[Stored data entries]
=== Begin Enclosure ===
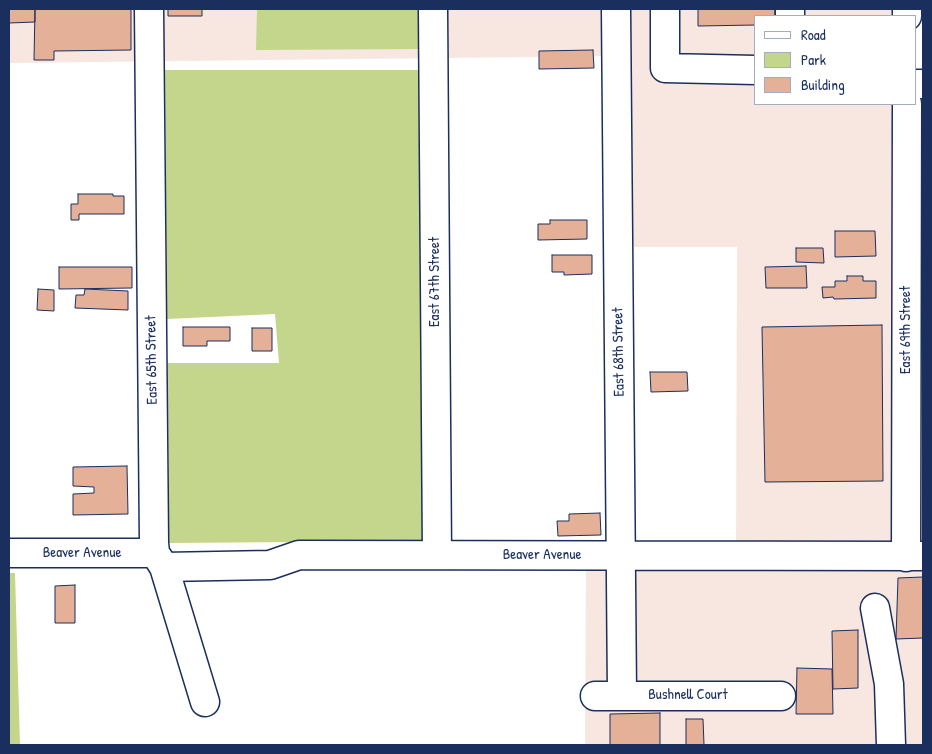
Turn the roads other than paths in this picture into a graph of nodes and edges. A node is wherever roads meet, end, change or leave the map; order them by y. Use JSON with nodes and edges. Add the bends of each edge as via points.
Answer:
{"nodes":[{"id":1,"x":148,"y":9,"type":"edge"},
{"id":2,"x":433,"y":9,"type":"edge"},
{"id":3,"x":616,"y":9,"type":"edge"},
{"id":4,"x":665,"y":9,"type":"edge"},
{"id":5,"x":754,"y":70,"type":"edge"},
{"id":6,"x":907,"y":105,"type":"edge"},
{"id":7,"x":9,"y":553,"type":"edge"},
{"id":8,"x":437,"y":555,"type":"junction"},
{"id":9,"x":622,"y":556,"type":"junction"},
{"id":10,"x":915,"y":556,"type":"edge"},
{"id":11,"x":159,"y":560,"type":"junction"},
{"id":12,"x":875,"y":608,"type":"dead end"},
{"id":13,"x":622,"y":695,"type":"junction"},
{"id":14,"x":596,"y":696,"type":"dead end"},
{"id":15,"x":781,"y":696,"type":"dead end"},
{"id":16,"x":205,"y":702,"type":"dead end"},
{"id":17,"x":891,"y":745,"type":"edge"}],
"edges":[{"from":1,"to":11,"type":"street","name":"East 65th Street","via":[[154,536]]},
{"from":2,"to":8,"type":"street","name":"East 67th Street"},
{"from":3,"to":9,"type":"street","name":"East 68th Street"},
{"from":4,"to":5,"type":"street","via":[[665,68]]},
{"from":6,"to":10,"type":"street","name":"East 69th Street"},
{"from":7,"to":11,"type":"street","name":"Beaver Avenue"},
{"from":8,"to":9,"type":"street","name":"Beaver Avenue"},
{"from":8,"to":11,"type":"street","name":"Beaver Avenue","via":[[299,555],[270,565]]},
{"from":9,"to":10,"type":"street","name":"Beaver Avenue"},
{"from":9,"to":13,"type":"street","name":"East 68th Street"},
{"from":11,"to":16,"type":"street","name":"East 65th Street"},
{"from":12,"to":17,"type":"street","via":[[889,684]]},
{"from":13,"to":14,"type":"street","name":"Bushnell Court"},
{"from":13,"to":15,"type":"street","name":"Bushnell Court"}]}
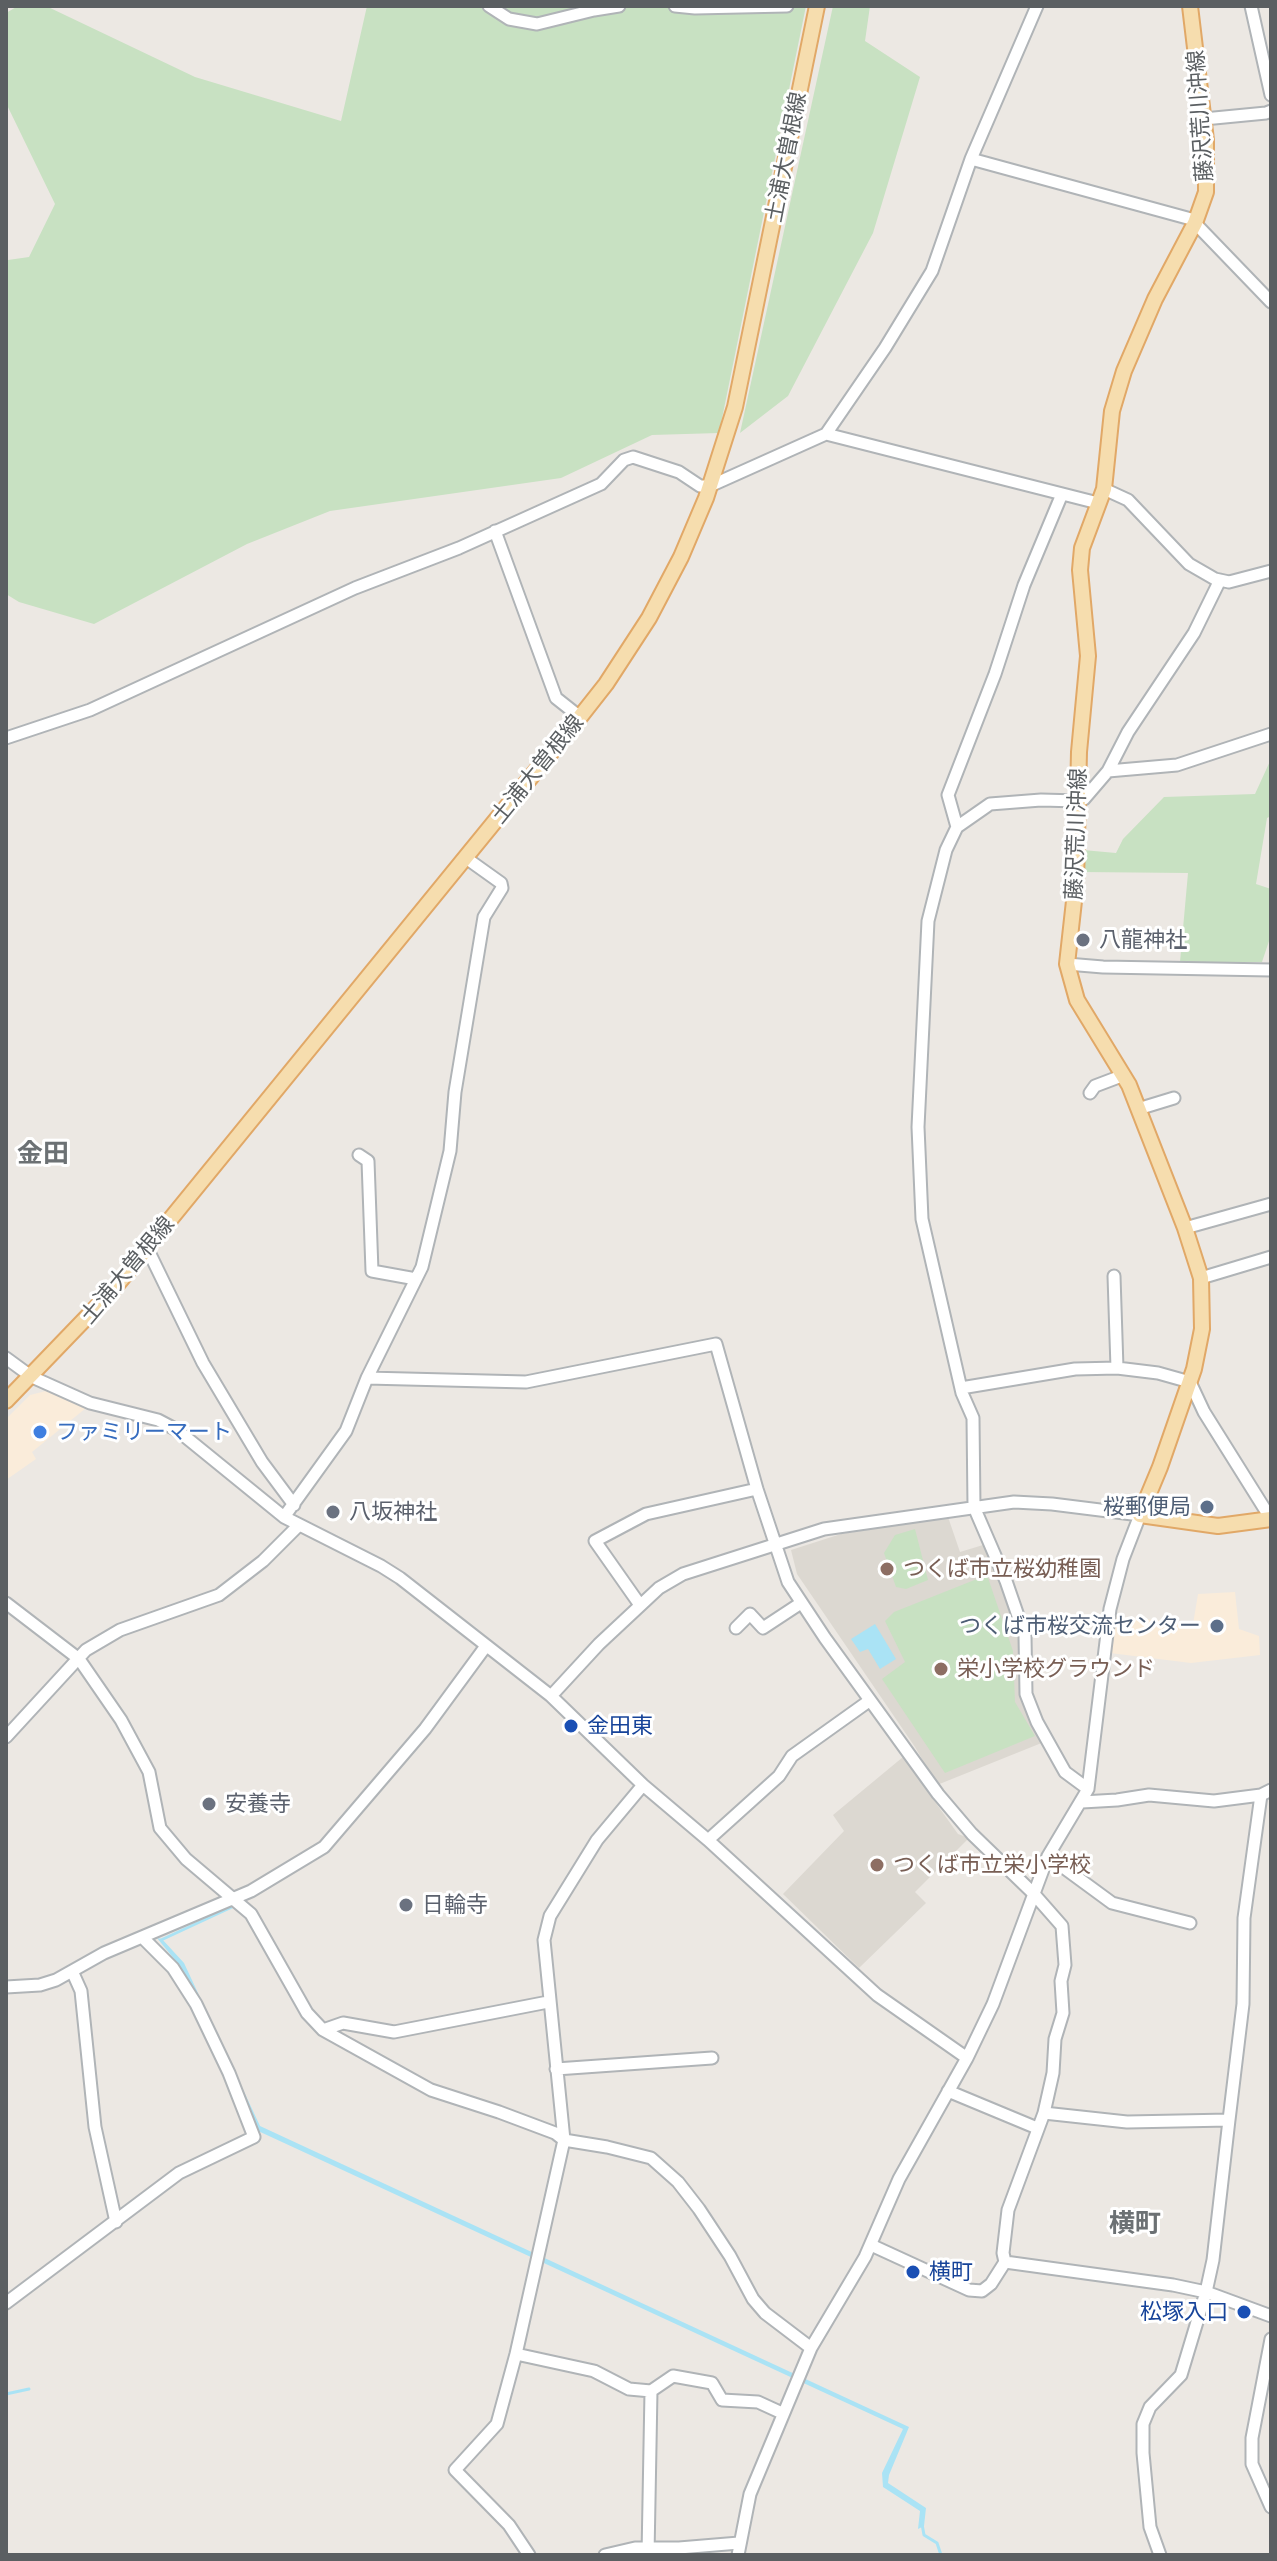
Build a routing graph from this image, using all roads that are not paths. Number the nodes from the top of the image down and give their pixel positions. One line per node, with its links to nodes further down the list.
1 (489, 6): 2 (street)
2 (619, 6)
3 (675, 6): 4 (street)
4 (787, 6)
5 (817, 6): 16 (main road, 土浦大曽根線)
6 (1037, 6): 12 (street)
7 (1190, 6): 11 (main road, 藤沢荒川沖線)
8 (1251, 6): 9 (street)
9 (1271, 95)
10 (1271, 111): 11 (street)
11 (1204, 119): 13 (main road, 藤沢荒川沖線)
12 (971, 159): 13 (street); 15 (street)
13 (1195, 223): 14 (street); 18 (main road, 藤沢荒川沖線)
14 (1271, 302)
15 (826, 434): 16 (street); 17 (street)
16 (710, 486): 19 (street); 22 (main road, 土浦大曽根線)
17 (1062, 494): 18 (street); 27 (street)
18 (1101, 496): 21 (street); 26 (main road, 藤沢荒川沖線)
19 (495, 531): 22 (street); 24 (street)
20 (1271, 571): 21 (street)
21 (1220, 580): 25 (street)
22 (580, 717): 28 (main road, 土浦大曽根線)
23 (1271, 734): 25 (street)
24 (6, 738)
25 (1108, 771): 26 (street)
26 (1078, 801): 27 (street); 29 (main road, 藤沢荒川沖線)
27 (957, 827): 48 (street)
28 (466, 858): 38 (main road, 土浦大曽根線); 42 (street)
29 (1067, 964): 30 (street); 31 (main road, 藤沢荒川沖線)
30 (1271, 970)
31 (1124, 1075): 32 (street); 34 (main road, 藤沢荒川沖線)
32 (1090, 1093)
33 (1174, 1098): 34 (street)
34 (1138, 1109): 37 (main road, 藤沢荒川沖線)
35 (359, 1155): 42 (street)
36 (1271, 1204): 37 (street)
37 (1185, 1228): 41 (main road, 藤沢荒川沖線)
38 (147, 1248): 45 (main road, 土浦大曽根線); 51 (street)
39 (1271, 1257): 41 (street)
40 (1114, 1276): 44 (street)
41 (1201, 1278): 47 (main road, 藤沢荒川沖線)
42 (416, 1279): 46 (street)
43 (6, 1358): 45 (street)
44 (1117, 1368): 47 (street); 48 (street)
45 (32, 1377): 49 (main road, 土浦大曽根線); 54 (street)
46 (367, 1378): 50 (street); 51 (street)
47 (1190, 1382): 53 (main road, 藤沢荒川沖線); 55 (street)
48 (961, 1388): 52 (street)
49 (6, 1401)
50 (757, 1489): 57 (street); 60 (street)
51 (294, 1505): 54 (street)
52 (974, 1507): 53 (street); 57 (street); 68 (street)
53 (1140, 1515): 55 (main road); 68 (street)
54 (284, 1517): 56 (street)
55 (1271, 1519)
56 (299, 1525): 62 (street); 63 (street)
57 (776, 1544): 59 (street); 60 (street)
58 (6, 1603): 63 (street)
59 (801, 1603): 61 (street); 65 (street)
60 (640, 1605): 64 (street)
61 (736, 1628)
62 (486, 1646): 64 (street); 74 (street)
63 (79, 1659): 66 (street); 74 (street)
64 (551, 1696): 67 (street)
65 (869, 1701): 71 (street); 73 (street)
66 (6, 1737)
67 (643, 1785): 71 (street); 79 (street)
68 (1088, 1789): 70 (street)
69 (1266, 1792): 70 (street); 86 (street)
70 (1082, 1802): 72 (street)
71 (708, 1840): 82 (street)
72 (1048, 1856): 73 (street); 75 (street)
73 (1033, 1893): 82 (street); 85 (street)
74 (234, 1897): 76 (street); 80 (street)
75 (1190, 1923)
76 (143, 1938): 77 (street); 89 (street)
77 (72, 1971): 78 (street); 89 (street)
78 (6, 1987)
79 (548, 2002): 80 (street); 83 (street)
80 (323, 2030): 88 (street)
81 (712, 2058): 83 (street)
82 (967, 2058): 84 (street)
83 (556, 2069): 88 (street)
84 (948, 2091): 87 (street); 90 (street)
85 (1044, 2113): 86 (street); 87 (street)
86 (1229, 2120): 92 (street)
87 (1037, 2128): 91 (street)
88 (564, 2140): 96 (street); 97 (street)
89 (116, 2222): 93 (street)
90 (871, 2245): 91 (street); 96 (street)
91 (1005, 2262): 92 (street)
92 (1206, 2292): 94 (street); 105 (street)
93 (6, 2303)
94 (1271, 2316)
95 (1271, 2339): 100 (street)
96 (811, 2348): 99 (street)
97 (516, 2354): 98 (street); 103 (street)
98 (651, 2391): 99 (street); 102 (street)
99 (782, 2413): 101 (street)
100 (1271, 2507)
101 (738, 2549): 102 (street)
102 (648, 2552): 104 (street)
103 (529, 2555)
104 (605, 2555)
105 (1160, 2555)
=== End Enclosure ===
:: What you should do ::
Repeat every entry exactly, but leave out the pictures.

:: Your response ::
Turn the roads other than paths in this picture into a graph of nodes and edges. A node is wherever roads meet, end, change or leave the map; order them by y. Use JSON with nodes and edges. Add the bends of each edge as via points.
Answer:
{"nodes":[{"id":1,"x":148,"y":9,"type":"edge"},
{"id":2,"x":433,"y":9,"type":"edge"},
{"id":3,"x":616,"y":9,"type":"edge"},
{"id":4,"x":665,"y":9,"type":"edge"},
{"id":5,"x":754,"y":70,"type":"edge"},
{"id":6,"x":907,"y":105,"type":"edge"},
{"id":7,"x":9,"y":553,"type":"edge"},
{"id":8,"x":437,"y":555,"type":"junction"},
{"id":9,"x":622,"y":556,"type":"junction"},
{"id":10,"x":915,"y":556,"type":"edge"},
{"id":11,"x":159,"y":560,"type":"junction"},
{"id":12,"x":875,"y":608,"type":"dead end"},
{"id":13,"x":622,"y":695,"type":"junction"},
{"id":14,"x":596,"y":696,"type":"dead end"},
{"id":15,"x":781,"y":696,"type":"dead end"},
{"id":16,"x":205,"y":702,"type":"dead end"},
{"id":17,"x":891,"y":745,"type":"edge"}],
"edges":[{"from":1,"to":11,"type":"street","name":"East 65th Street","via":[[154,536]]},
{"from":2,"to":8,"type":"street","name":"East 67th Street"},
{"from":3,"to":9,"type":"street","name":"East 68th Street"},
{"from":4,"to":5,"type":"street","via":[[665,68]]},
{"from":6,"to":10,"type":"street","name":"East 69th Street"},
{"from":7,"to":11,"type":"street","name":"Beaver Avenue"},
{"from":8,"to":9,"type":"street","name":"Beaver Avenue"},
{"from":8,"to":11,"type":"street","name":"Beaver Avenue","via":[[299,555],[270,565]]},
{"from":9,"to":10,"type":"street","name":"Beaver Avenue"},
{"from":9,"to":13,"type":"street","name":"East 68th Street"},
{"from":11,"to":16,"type":"street","name":"East 65th Street"},
{"from":12,"to":17,"type":"street","via":[[889,684]]},
{"from":13,"to":14,"type":"street","name":"Bushnell Court"},
{"from":13,"to":15,"type":"street","name":"Bushnell Court"}]}
Build a routing graph from this image, using all roads that are not paths. Number the nodes from the top of the image down and give their pixel positions. One line per node, with its links to nodes further down the list.
1 (489, 6): 2 (street)
2 (619, 6)
3 (675, 6): 4 (street)
4 (787, 6)
5 (817, 6): 16 (main road, 土浦大曽根線)
6 (1037, 6): 12 (street)
7 (1190, 6): 11 (main road, 藤沢荒川沖線)
8 (1251, 6): 9 (street)
9 (1271, 95)
10 (1271, 111): 11 (street)
11 (1204, 119): 13 (main road, 藤沢荒川沖線)
12 (971, 159): 13 (street); 15 (street)
13 (1195, 223): 14 (street); 18 (main road, 藤沢荒川沖線)
14 (1271, 302)
15 (826, 434): 16 (street); 17 (street)
16 (710, 486): 19 (street); 22 (main road, 土浦大曽根線)
17 (1062, 494): 18 (street); 27 (street)
18 (1101, 496): 21 (street); 26 (main road, 藤沢荒川沖線)
19 (495, 531): 22 (street); 24 (street)
20 (1271, 571): 21 (street)
21 (1220, 580): 25 (street)
22 (580, 717): 28 (main road, 土浦大曽根線)
23 (1271, 734): 25 (street)
24 (6, 738)
25 (1108, 771): 26 (street)
26 (1078, 801): 27 (street); 29 (main road, 藤沢荒川沖線)
27 (957, 827): 48 (street)
28 (466, 858): 38 (main road, 土浦大曽根線); 42 (street)
29 (1067, 964): 30 (street); 31 (main road, 藤沢荒川沖線)
30 (1271, 970)
31 (1124, 1075): 32 (street); 34 (main road, 藤沢荒川沖線)
32 (1090, 1093)
33 (1174, 1098): 34 (street)
34 (1138, 1109): 37 (main road, 藤沢荒川沖線)
35 (359, 1155): 42 (street)
36 (1271, 1204): 37 (street)
37 (1185, 1228): 41 (main road, 藤沢荒川沖線)
38 (147, 1248): 45 (main road, 土浦大曽根線); 51 (street)
39 (1271, 1257): 41 (street)
40 (1114, 1276): 44 (street)
41 (1201, 1278): 47 (main road, 藤沢荒川沖線)
42 (416, 1279): 46 (street)
43 (6, 1358): 45 (street)
44 (1117, 1368): 47 (street); 48 (street)
45 (32, 1377): 49 (main road, 土浦大曽根線); 54 (street)
46 (367, 1378): 50 (street); 51 (street)
47 (1190, 1382): 53 (main road, 藤沢荒川沖線); 55 (street)
48 (961, 1388): 52 (street)
49 (6, 1401)
50 (757, 1489): 57 (street); 60 (street)
51 (294, 1505): 54 (street)
52 (974, 1507): 53 (street); 57 (street); 68 (street)
53 (1140, 1515): 55 (main road); 68 (street)
54 (284, 1517): 56 (street)
55 (1271, 1519)
56 (299, 1525): 62 (street); 63 (street)
57 (776, 1544): 59 (street); 60 (street)
58 (6, 1603): 63 (street)
59 (801, 1603): 61 (street); 65 (street)
60 (640, 1605): 64 (street)
61 (736, 1628)
62 (486, 1646): 64 (street); 74 (street)
63 (79, 1659): 66 (street); 74 (street)
64 (551, 1696): 67 (street)
65 (869, 1701): 71 (street); 73 (street)
66 (6, 1737)
67 (643, 1785): 71 (street); 79 (street)
68 (1088, 1789): 70 (street)
69 (1266, 1792): 70 (street); 86 (street)
70 (1082, 1802): 72 (street)
71 (708, 1840): 82 (street)
72 (1048, 1856): 73 (street); 75 (street)
73 (1033, 1893): 82 (street); 85 (street)
74 (234, 1897): 76 (street); 80 (street)
75 (1190, 1923)
76 (143, 1938): 77 (street); 89 (street)
77 (72, 1971): 78 (street); 89 (street)
78 (6, 1987)
79 (548, 2002): 80 (street); 83 (street)
80 (323, 2030): 88 (street)
81 (712, 2058): 83 (street)
82 (967, 2058): 84 (street)
83 (556, 2069): 88 (street)
84 (948, 2091): 87 (street); 90 (street)
85 (1044, 2113): 86 (street); 87 (street)
86 (1229, 2120): 92 (street)
87 (1037, 2128): 91 (street)
88 (564, 2140): 96 (street); 97 (street)
89 (116, 2222): 93 (street)
90 (871, 2245): 91 (street); 96 (street)
91 (1005, 2262): 92 (street)
92 (1206, 2292): 94 (street); 105 (street)
93 (6, 2303)
94 (1271, 2316)
95 (1271, 2339): 100 (street)
96 (811, 2348): 99 (street)
97 (516, 2354): 98 (street); 103 (street)
98 (651, 2391): 99 (street); 102 (street)
99 (782, 2413): 101 (street)
100 (1271, 2507)
101 (738, 2549): 102 (street)
102 (648, 2552): 104 (street)
103 (529, 2555)
104 (605, 2555)
105 (1160, 2555)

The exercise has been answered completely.